• _How to complete this task_
Locate each line with the string "Sucharskiego" in the listing below and copy it.

——————

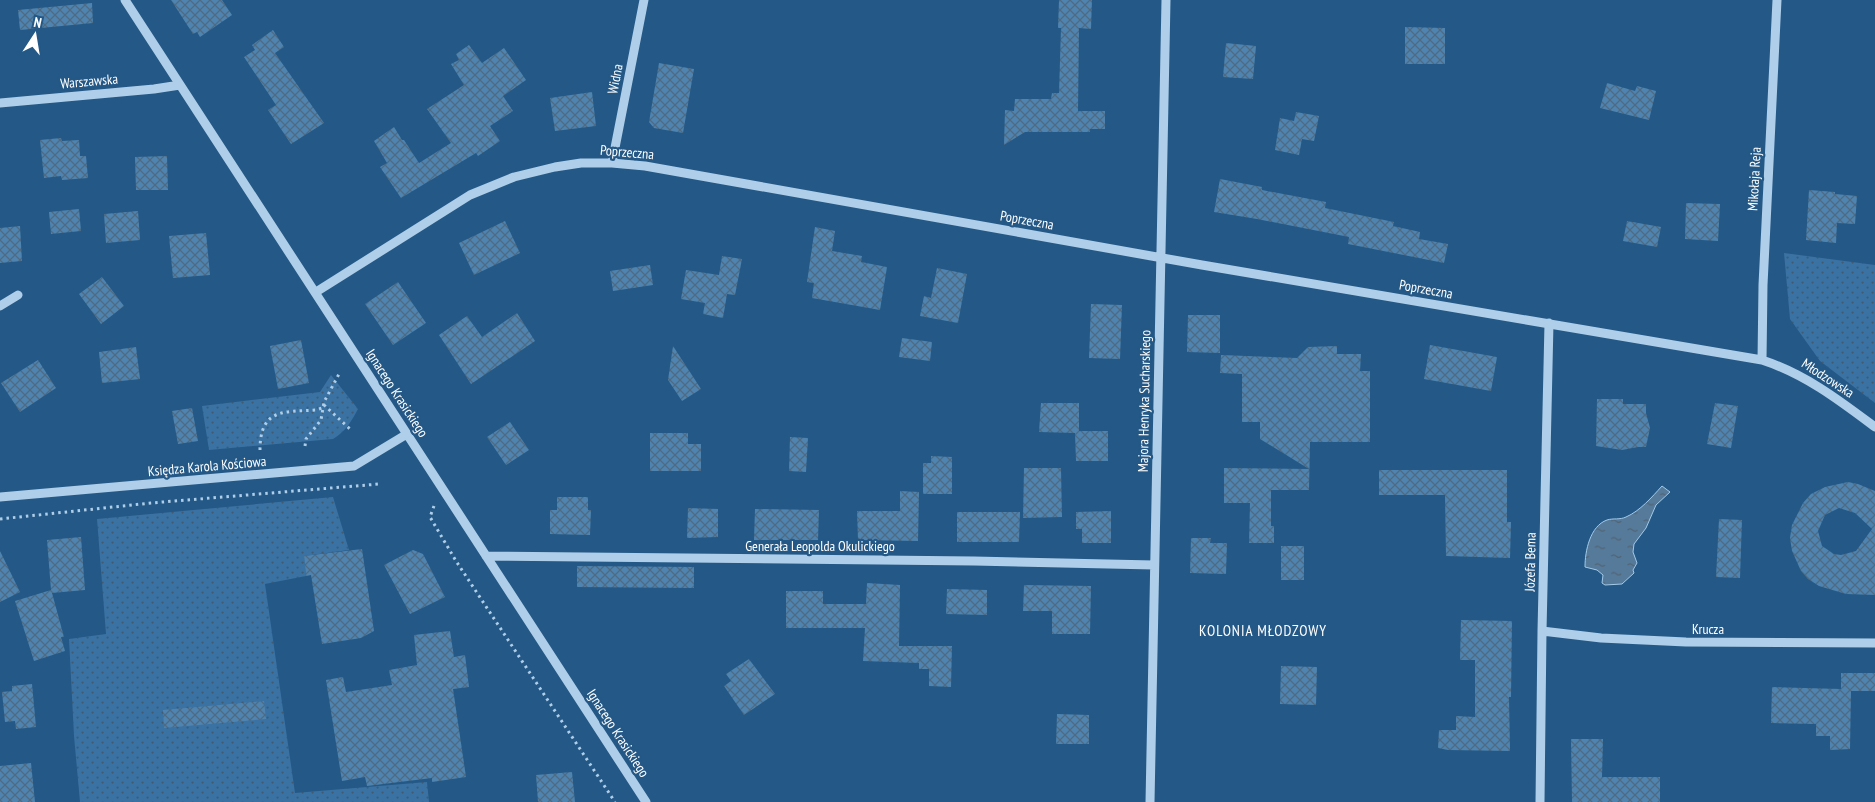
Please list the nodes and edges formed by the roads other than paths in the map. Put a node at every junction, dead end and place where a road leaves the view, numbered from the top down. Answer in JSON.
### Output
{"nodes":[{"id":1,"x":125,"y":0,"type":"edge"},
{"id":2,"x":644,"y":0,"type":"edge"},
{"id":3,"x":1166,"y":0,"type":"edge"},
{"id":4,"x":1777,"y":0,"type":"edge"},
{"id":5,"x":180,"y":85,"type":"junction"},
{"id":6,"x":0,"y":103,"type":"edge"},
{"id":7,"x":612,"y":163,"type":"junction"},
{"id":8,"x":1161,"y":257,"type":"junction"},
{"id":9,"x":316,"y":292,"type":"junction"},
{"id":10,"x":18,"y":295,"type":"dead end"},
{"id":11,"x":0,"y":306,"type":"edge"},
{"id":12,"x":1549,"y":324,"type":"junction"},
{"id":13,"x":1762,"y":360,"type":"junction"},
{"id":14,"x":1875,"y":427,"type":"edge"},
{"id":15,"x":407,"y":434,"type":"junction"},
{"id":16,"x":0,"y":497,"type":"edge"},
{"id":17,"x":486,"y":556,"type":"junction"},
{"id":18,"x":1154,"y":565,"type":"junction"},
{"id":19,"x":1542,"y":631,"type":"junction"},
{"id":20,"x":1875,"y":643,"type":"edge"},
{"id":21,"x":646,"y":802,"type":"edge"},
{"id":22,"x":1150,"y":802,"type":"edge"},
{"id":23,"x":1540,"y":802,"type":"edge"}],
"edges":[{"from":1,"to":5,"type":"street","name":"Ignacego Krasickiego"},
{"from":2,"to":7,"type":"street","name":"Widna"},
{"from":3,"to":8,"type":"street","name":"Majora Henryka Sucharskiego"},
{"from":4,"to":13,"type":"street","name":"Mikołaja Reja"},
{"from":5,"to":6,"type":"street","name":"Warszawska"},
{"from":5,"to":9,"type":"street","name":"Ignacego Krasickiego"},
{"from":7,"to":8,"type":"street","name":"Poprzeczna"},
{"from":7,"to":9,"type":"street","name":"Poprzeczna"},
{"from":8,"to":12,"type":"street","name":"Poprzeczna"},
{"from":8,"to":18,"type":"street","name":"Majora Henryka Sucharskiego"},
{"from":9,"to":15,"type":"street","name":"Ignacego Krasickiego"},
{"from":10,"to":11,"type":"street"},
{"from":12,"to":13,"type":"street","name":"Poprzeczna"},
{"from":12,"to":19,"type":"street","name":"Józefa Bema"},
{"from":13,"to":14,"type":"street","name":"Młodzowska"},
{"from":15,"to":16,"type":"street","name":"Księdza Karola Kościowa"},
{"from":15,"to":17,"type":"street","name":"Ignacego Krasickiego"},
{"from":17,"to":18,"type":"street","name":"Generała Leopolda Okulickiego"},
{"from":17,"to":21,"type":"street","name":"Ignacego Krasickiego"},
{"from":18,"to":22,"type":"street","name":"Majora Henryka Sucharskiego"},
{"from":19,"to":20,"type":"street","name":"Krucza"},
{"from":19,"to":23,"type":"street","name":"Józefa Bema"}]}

——————

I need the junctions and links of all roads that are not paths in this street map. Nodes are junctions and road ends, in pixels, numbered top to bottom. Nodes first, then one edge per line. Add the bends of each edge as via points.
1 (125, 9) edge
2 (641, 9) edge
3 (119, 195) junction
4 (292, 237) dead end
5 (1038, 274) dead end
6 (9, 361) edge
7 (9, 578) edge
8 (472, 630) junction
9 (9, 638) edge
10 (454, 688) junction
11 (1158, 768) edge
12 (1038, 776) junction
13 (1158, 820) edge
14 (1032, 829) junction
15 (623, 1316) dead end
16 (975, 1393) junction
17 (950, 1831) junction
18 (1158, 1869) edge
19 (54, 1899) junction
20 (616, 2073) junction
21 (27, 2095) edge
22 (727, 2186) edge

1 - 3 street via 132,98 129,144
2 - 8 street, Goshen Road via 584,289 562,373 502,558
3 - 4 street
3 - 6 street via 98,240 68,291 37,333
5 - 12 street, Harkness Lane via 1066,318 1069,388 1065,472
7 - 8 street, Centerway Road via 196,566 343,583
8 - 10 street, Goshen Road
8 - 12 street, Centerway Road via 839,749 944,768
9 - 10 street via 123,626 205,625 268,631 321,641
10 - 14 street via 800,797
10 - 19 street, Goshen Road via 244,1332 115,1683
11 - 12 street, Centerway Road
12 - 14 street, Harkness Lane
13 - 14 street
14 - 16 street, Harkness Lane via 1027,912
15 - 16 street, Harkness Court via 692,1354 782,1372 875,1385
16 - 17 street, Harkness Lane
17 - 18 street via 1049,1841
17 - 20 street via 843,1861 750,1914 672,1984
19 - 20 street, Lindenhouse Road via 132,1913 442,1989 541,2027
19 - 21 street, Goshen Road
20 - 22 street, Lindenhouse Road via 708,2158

——————

• _Exercise solution_
{"from":3,"to":8,"type":"street","name":"Majora Henryka Sucharskiego"},
{"from":8,"to":18,"type":"street","name":"Majora Henryka Sucharskiego"},
{"from":18,"to":22,"type":"street","name":"Majora Henryka Sucharskiego"},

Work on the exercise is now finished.